Task objective: Copy each line below in which the word "Dvořácká" occurs.

Available records:

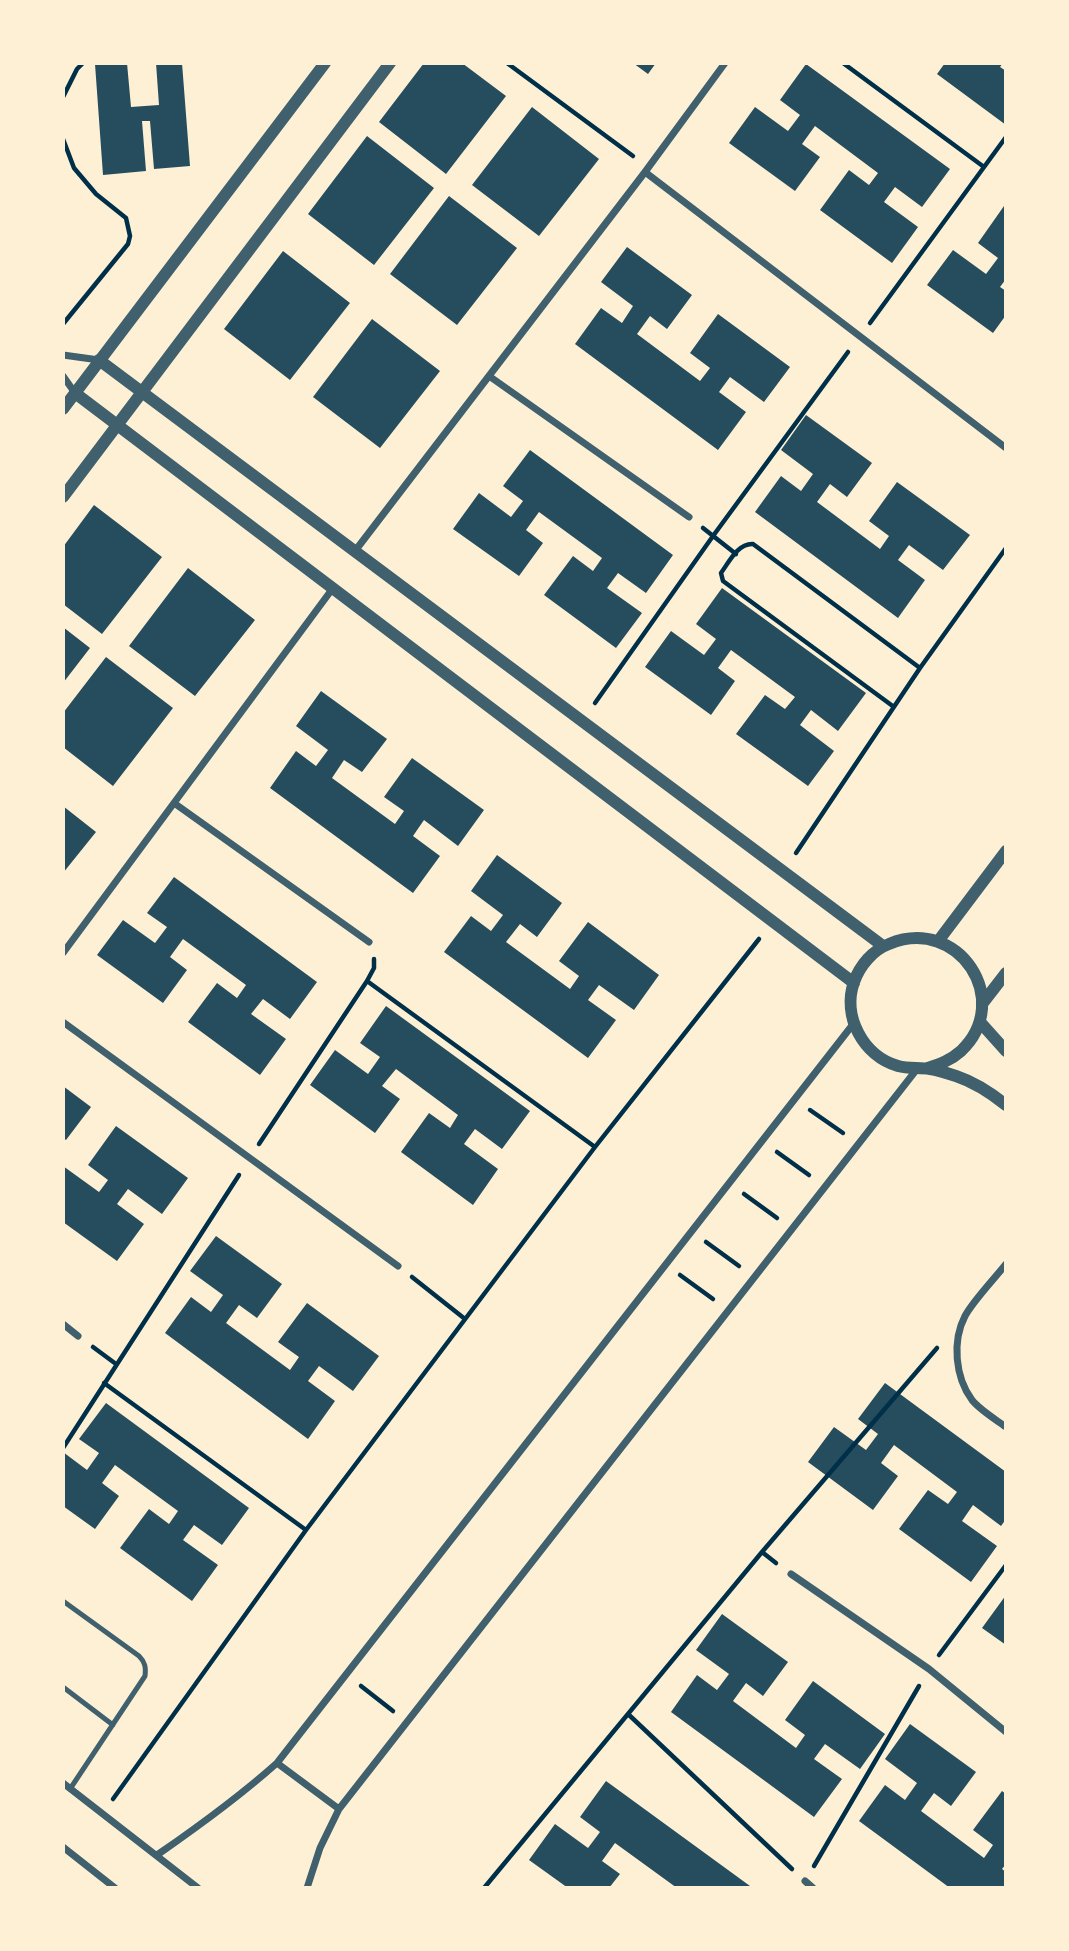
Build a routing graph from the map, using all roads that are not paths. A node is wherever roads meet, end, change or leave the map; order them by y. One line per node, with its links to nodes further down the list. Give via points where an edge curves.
1 (325, 63): 6 (street)
2 (390, 63): 9 (street)
3 (725, 63): 4 (street)
4 (647, 170): 8 (street); 13 (street)
5 (63, 355): 6 (street)
6 (99, 360): 9 (street); 10 (street)
7 (63, 376): 10 (street)
8 (489, 376): 15 (street); 16 (street)
9 (142, 392): 12 (street); 16 (street)
10 (75, 393): 11 (street); 12 (street)
11 (63, 409)
12 (117, 425): 14 (street); 17 (street)
13 (1006, 448)
14 (63, 497)
15 (689, 517)
16 (355, 551): 22 (street)
17 (333, 589): 18 (street); 25 (street)
18 (174, 803): 21 (street); 23 (street)
19 (1006, 850): 20 (street)
20 (939, 940): 22 (street, via 901,939); 26 (street, via 969,963)
21 (369, 942)
22 (883, 946): 25 (street, via 860,968)
23 (63, 953)
24 (1006, 972): 26 (street)
25 (854, 983): 29 (street)
26 (982, 1004): 28 (street)
27 (63, 1022): 34 (street)
28 (979, 1022): 30 (street); 31 (street, via 960,1052)
29 (854, 1023): 31 (street, via 867,1047 881,1059); 43 (street)
30 (1006, 1051)
31 (923, 1069): 32 (street, via 958,1077); 45 (street, via 858,1144)
32 (1006, 1105)
33 (1006, 1264): 37 (street, via 965,1315 957,1359 972,1401)
34 (398, 1266)
35 (63, 1324): 36 (street)
36 (78, 1336)
37 (1006, 1427)
38 (791, 1574): 42 (street, via 929,1669)
39 (63, 1601): 41 (lane, via 144,1661 145,1676)
40 (63, 1687): 41 (lane)
41 (113, 1724): 44 (lane)
42 (1006, 1732)
43 (277, 1763): 45 (street); 47 (street, via 244,1793)
44 (66, 1786): 47 (street)
45 (339, 1809): 51 (street)
46 (63, 1847): 49 (street)
47 (157, 1855): 50 (street)
48 (805, 1881): 52 (street)
49 (115, 1888)
50 (198, 1888)
51 (307, 1888)
52 (813, 1888)

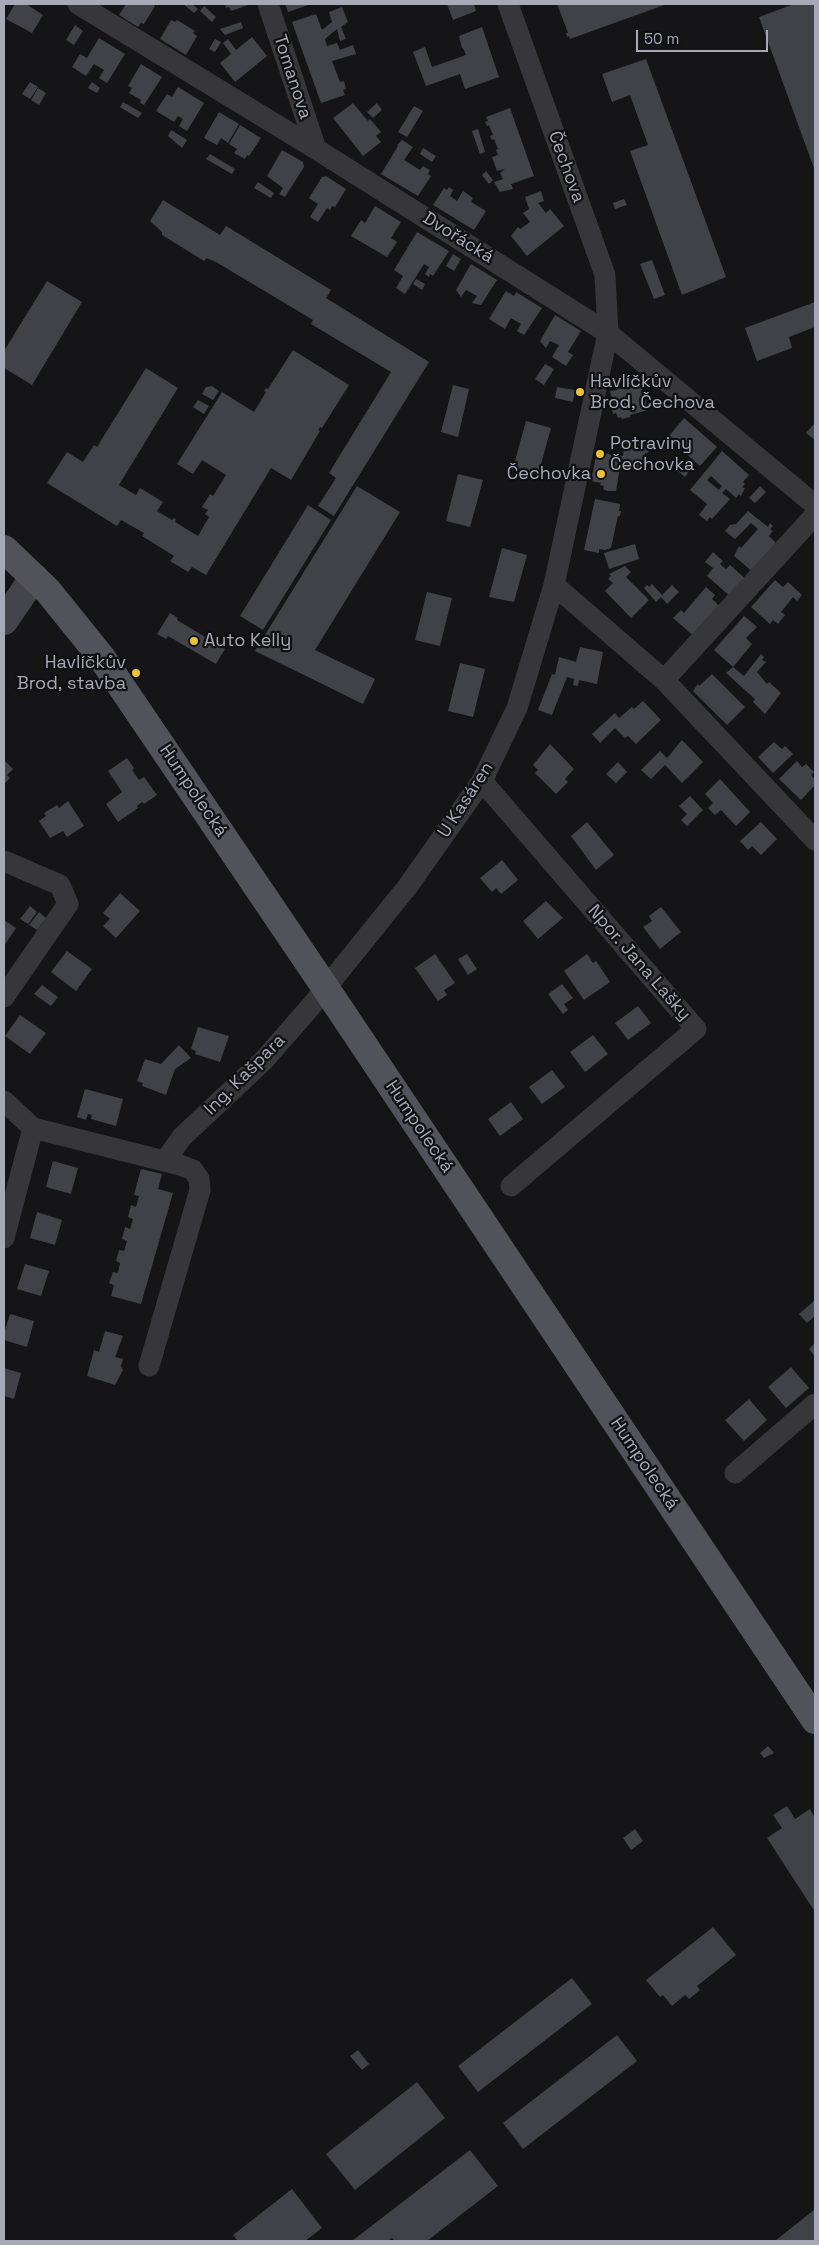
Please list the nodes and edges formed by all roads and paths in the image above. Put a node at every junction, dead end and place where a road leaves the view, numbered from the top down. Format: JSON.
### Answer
{"nodes":[{"id":1,"x":78,"y":4,"type":"edge"},
{"id":2,"x":268,"y":4,"type":"edge"},
{"id":3,"x":508,"y":4,"type":"edge"},
{"id":4,"x":316,"y":149,"type":"junction"},
{"id":5,"x":608,"y":333,"type":"junction"},
{"id":6,"x":815,"y":506,"type":"edge"},
{"id":7,"x":815,"y":515,"type":"edge"},
{"id":8,"x":4,"y":549,"type":"edge"},
{"id":9,"x":34,"y":577,"type":"junction"},
{"id":10,"x":554,"y":585,"type":"junction"},
{"id":11,"x":4,"y":621,"type":"edge"},
{"id":12,"x":664,"y":680,"type":"junction"},
{"id":13,"x":482,"y":781,"type":"junction"},
{"id":14,"x":815,"y":840,"type":"edge"},
{"id":15,"x":4,"y":861,"type":"edge"},
{"id":16,"x":325,"y":987,"type":"junction"},
{"id":17,"x":4,"y":997,"type":"edge"},
{"id":18,"x":4,"y":1101,"type":"edge"},
{"id":19,"x":33,"y":1128,"type":"junction"},
{"id":20,"x":165,"y":1161,"type":"junction"},
{"id":21,"x":511,"y":1186,"type":"dead end"},
{"id":22,"x":4,"y":1238,"type":"edge"},
{"id":23,"x":149,"y":1366,"type":"dead end"},
{"id":24,"x":815,"y":1404,"type":"edge"},
{"id":25,"x":735,"y":1473,"type":"dead end"},
{"id":26,"x":815,"y":1720,"type":"edge"}],
"edges":[{"from":1,"to":4,"type":"street","name":"Dvořácká"},
{"from":2,"to":4,"type":"street","name":"Tomanova"},
{"from":3,"to":5,"type":"street","name":"Čechova"},
{"from":4,"to":5,"type":"street","name":"Dvořácká"},
{"from":5,"to":6,"type":"street","name":"Dvořácká"},
{"from":5,"to":10,"type":"street","name":"U Kasáren"},
{"from":7,"to":12,"type":"street"},
{"from":8,"to":9,"type":"main road","name":"Humpolecká"},
{"from":9,"to":11,"type":"street"},
{"from":9,"to":16,"type":"main road","name":"Humpolecká"},
{"from":10,"to":12,"type":"street"},
{"from":10,"to":13,"type":"street","name":"U Kasáren"},
{"from":12,"to":14,"type":"street"},
{"from":13,"to":16,"type":"street","name":"U Kasáren"},
{"from":13,"to":21,"type":"street","name":"Npor. Jana Lašky"},
{"from":15,"to":17,"type":"street"},
{"from":16,"to":20,"type":"street","name":"Ing. Kašpara"},
{"from":16,"to":26,"type":"main road","name":"Humpolecká"},
{"from":18,"to":19,"type":"street"},
{"from":19,"to":20,"type":"street"},
{"from":19,"to":22,"type":"street"},
{"from":20,"to":23,"type":"street"},
{"from":24,"to":25,"type":"street"}]}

Task result:
"edges":[{"from":1,"to":4,"type":"street","name":"Dvořácká"},
{"from":4,"to":5,"type":"street","name":"Dvořácká"},
{"from":5,"to":6,"type":"street","name":"Dvořácká"},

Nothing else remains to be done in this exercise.